• [WHAT TO PRODUCE]: Exactly as written, set down the lines from the top of the entries through the line bearing "For a GIS import: Serialize", with every picture left out.

[Stored items]
>>>

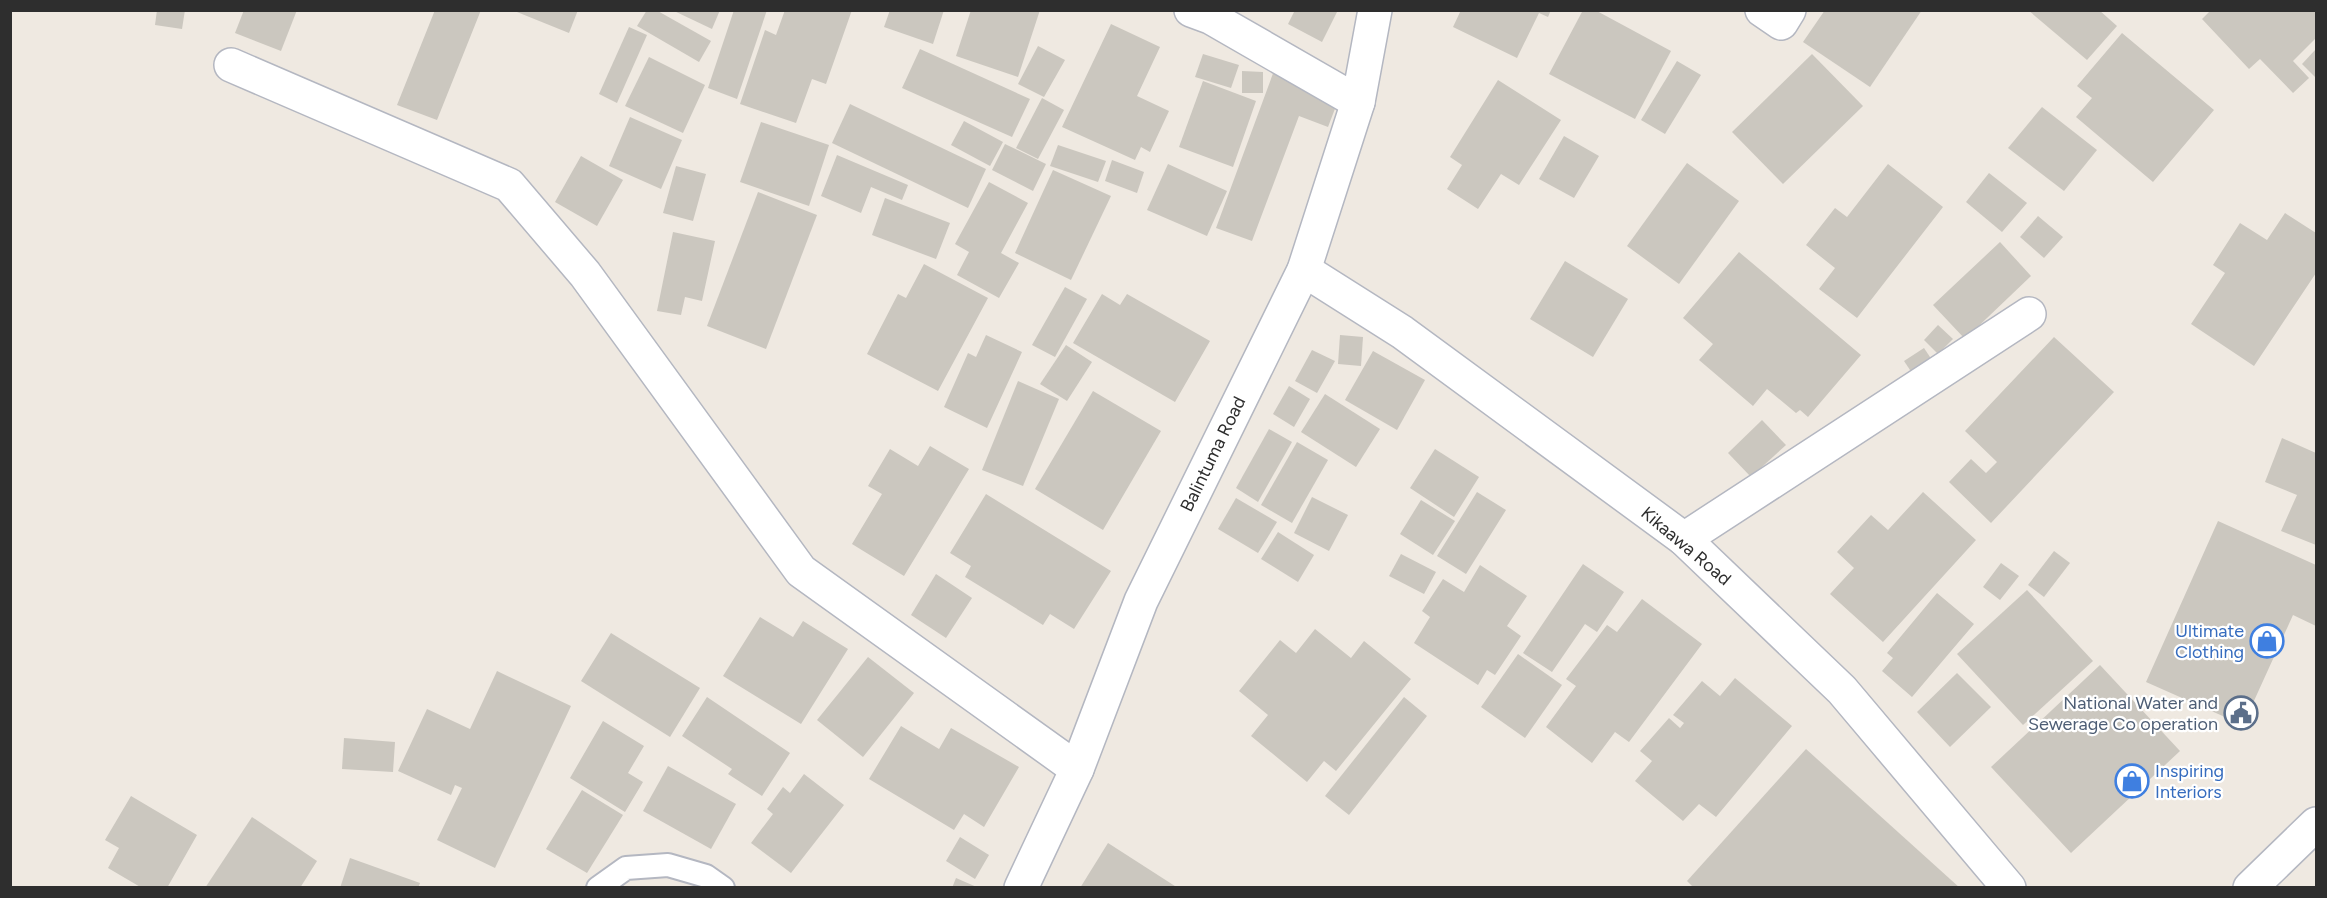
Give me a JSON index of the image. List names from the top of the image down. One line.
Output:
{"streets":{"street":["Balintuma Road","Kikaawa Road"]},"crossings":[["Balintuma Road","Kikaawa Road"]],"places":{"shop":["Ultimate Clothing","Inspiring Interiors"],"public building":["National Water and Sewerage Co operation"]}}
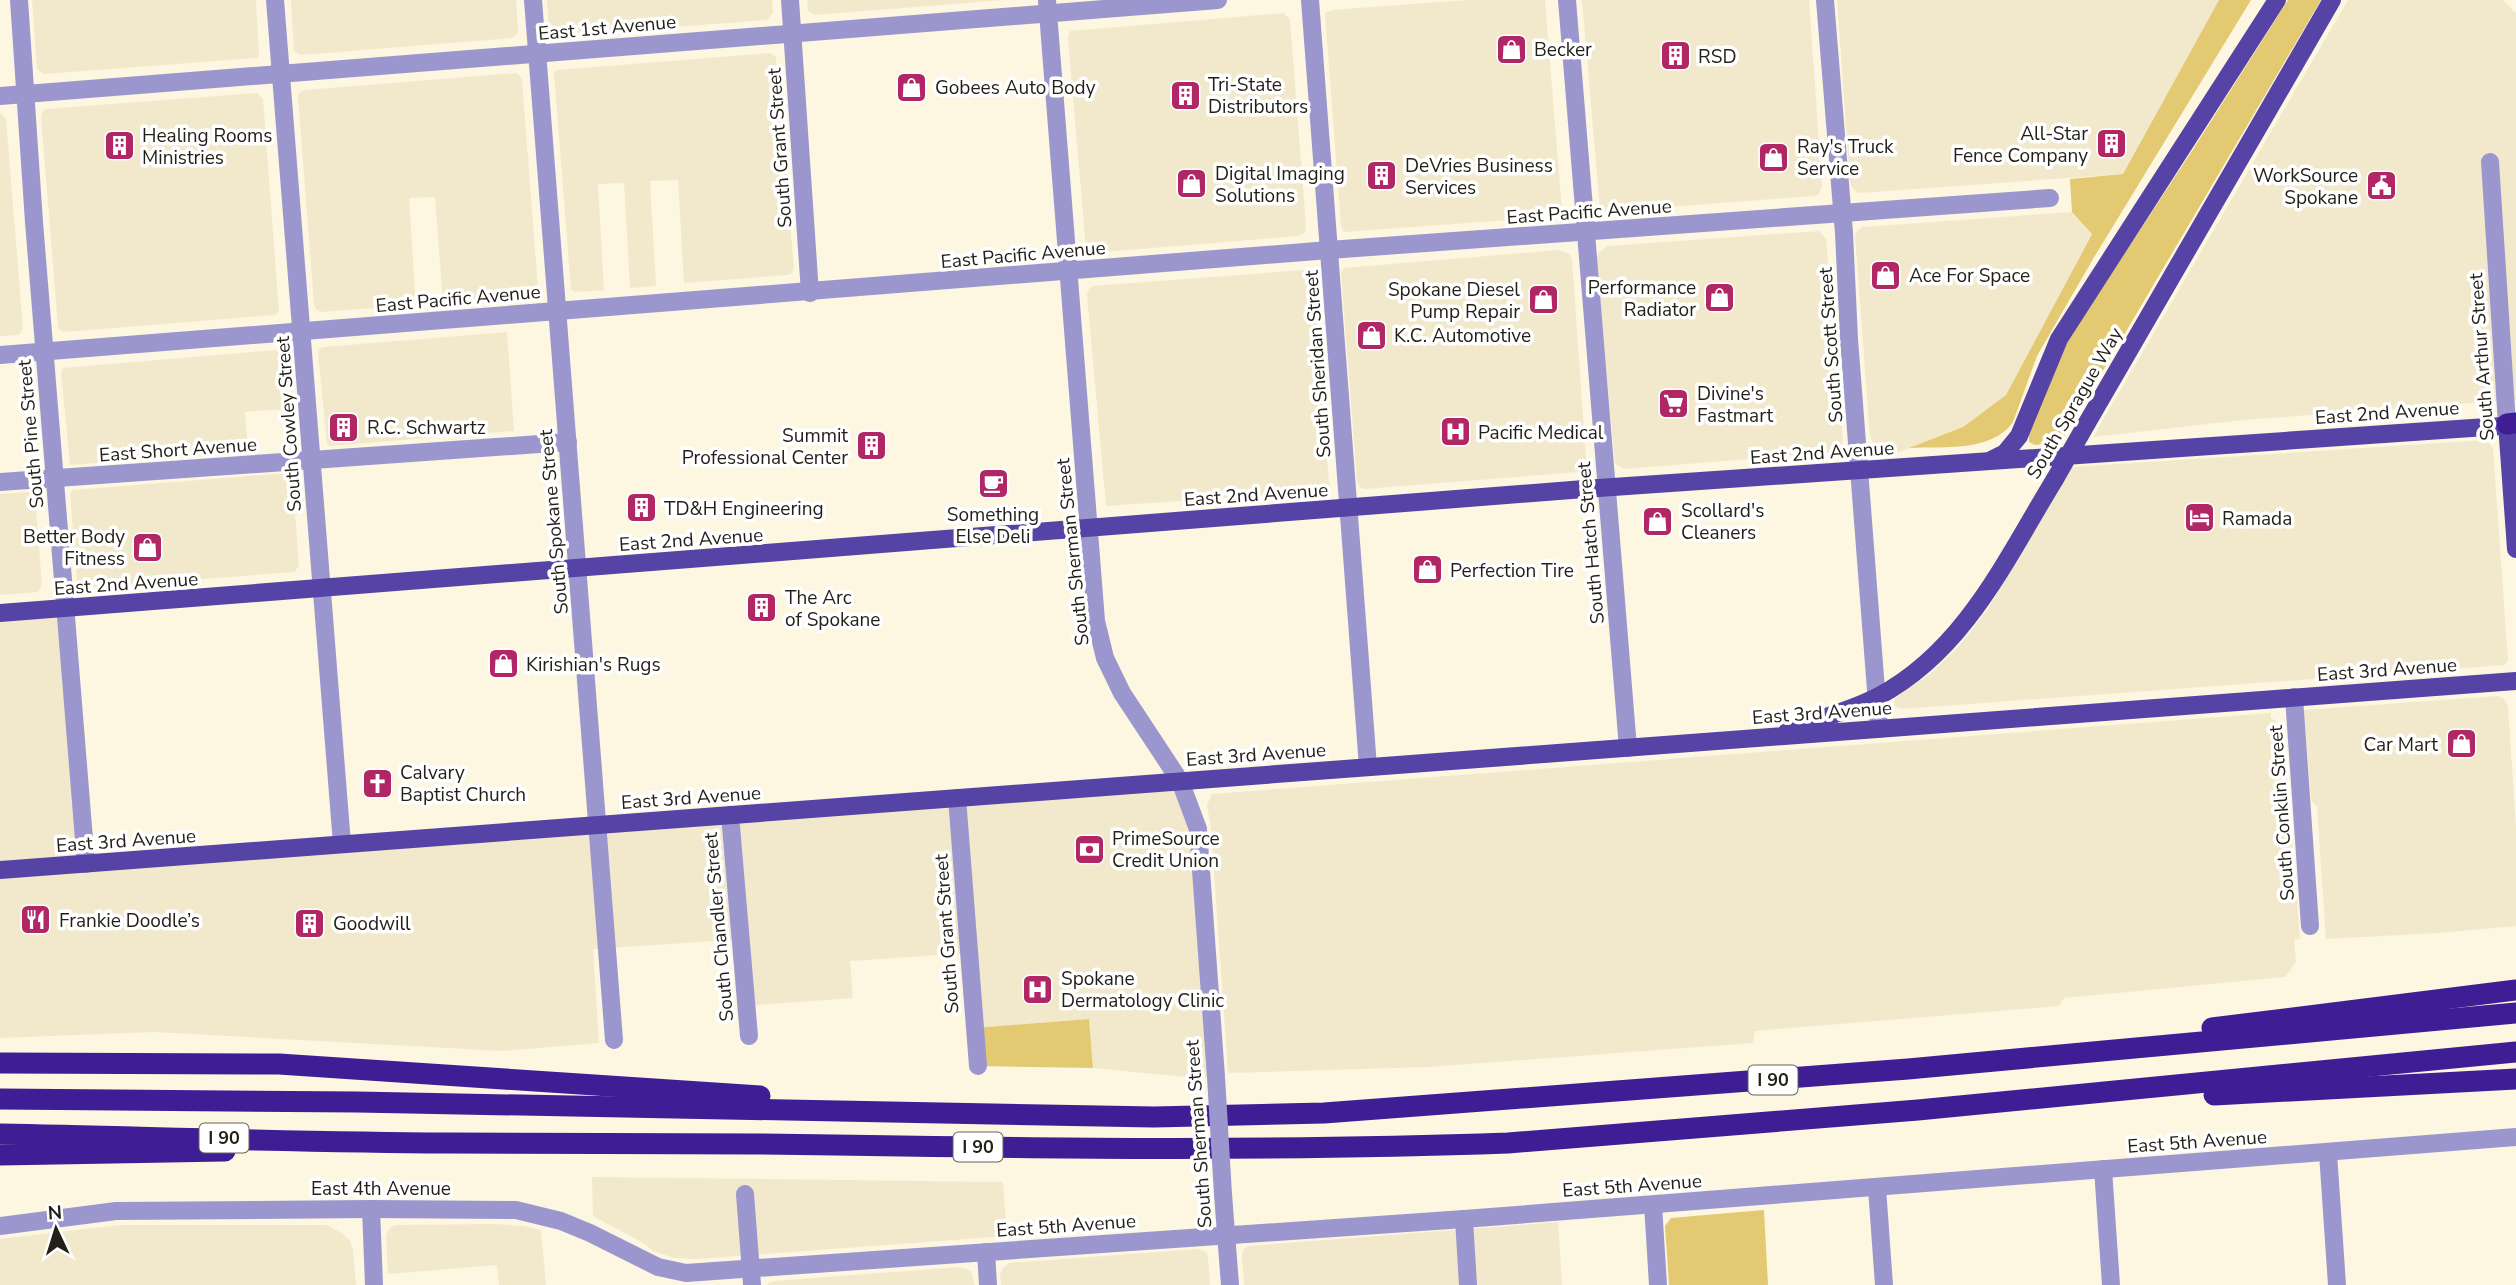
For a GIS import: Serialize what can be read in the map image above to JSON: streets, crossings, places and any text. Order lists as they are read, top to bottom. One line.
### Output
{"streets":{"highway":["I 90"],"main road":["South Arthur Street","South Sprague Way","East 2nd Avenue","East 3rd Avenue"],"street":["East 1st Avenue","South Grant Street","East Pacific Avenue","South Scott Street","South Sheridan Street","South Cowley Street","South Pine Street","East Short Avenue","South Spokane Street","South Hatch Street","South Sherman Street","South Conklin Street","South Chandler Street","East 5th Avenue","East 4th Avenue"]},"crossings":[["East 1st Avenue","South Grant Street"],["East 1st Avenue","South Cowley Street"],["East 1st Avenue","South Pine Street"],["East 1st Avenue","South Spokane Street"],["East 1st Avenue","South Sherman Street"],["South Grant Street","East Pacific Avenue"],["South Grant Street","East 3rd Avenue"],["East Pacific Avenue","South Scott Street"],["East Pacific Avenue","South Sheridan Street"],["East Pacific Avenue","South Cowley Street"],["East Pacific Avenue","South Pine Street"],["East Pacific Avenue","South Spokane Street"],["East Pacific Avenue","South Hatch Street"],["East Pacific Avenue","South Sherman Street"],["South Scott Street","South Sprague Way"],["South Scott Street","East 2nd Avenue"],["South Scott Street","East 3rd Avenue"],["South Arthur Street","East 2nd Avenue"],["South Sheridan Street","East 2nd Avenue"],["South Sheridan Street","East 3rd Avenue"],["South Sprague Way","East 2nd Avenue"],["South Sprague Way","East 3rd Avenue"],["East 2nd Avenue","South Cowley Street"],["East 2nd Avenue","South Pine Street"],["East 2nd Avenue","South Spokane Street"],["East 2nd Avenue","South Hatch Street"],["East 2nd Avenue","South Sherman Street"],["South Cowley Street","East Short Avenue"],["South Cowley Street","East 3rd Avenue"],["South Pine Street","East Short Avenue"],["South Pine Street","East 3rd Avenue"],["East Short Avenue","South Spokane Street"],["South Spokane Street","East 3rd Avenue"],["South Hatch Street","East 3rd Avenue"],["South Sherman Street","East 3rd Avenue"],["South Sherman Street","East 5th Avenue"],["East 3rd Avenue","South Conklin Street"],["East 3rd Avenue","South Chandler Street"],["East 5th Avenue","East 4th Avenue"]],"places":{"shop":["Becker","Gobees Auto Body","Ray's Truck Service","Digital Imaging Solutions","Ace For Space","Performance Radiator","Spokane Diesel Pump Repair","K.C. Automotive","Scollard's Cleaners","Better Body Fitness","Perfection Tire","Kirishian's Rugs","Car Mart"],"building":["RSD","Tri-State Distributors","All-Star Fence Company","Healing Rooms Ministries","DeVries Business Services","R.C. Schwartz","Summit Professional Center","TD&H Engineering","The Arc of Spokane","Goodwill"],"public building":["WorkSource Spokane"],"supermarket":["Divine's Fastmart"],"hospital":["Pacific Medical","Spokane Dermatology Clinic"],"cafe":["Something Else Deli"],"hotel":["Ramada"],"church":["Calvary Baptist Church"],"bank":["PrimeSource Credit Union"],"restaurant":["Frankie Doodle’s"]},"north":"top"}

<<<

• [RESULT OF THE EXERCISE]:
Give me a JSON index of the image. List names from the top of the image down. One line.
Output:
{"streets":{"street":["Balintuma Road","Kikaawa Road"]},"crossings":[["Balintuma Road","Kikaawa Road"]],"places":{"shop":["Ultimate Clothing","Inspiring Interiors"],"public building":["National Water and Sewerage Co operation"]}}
For a GIS import: Serialize what can be read in the map image above to JSON: streets, crossings, places and any text. Order lists as they are read, top to bottom. One line.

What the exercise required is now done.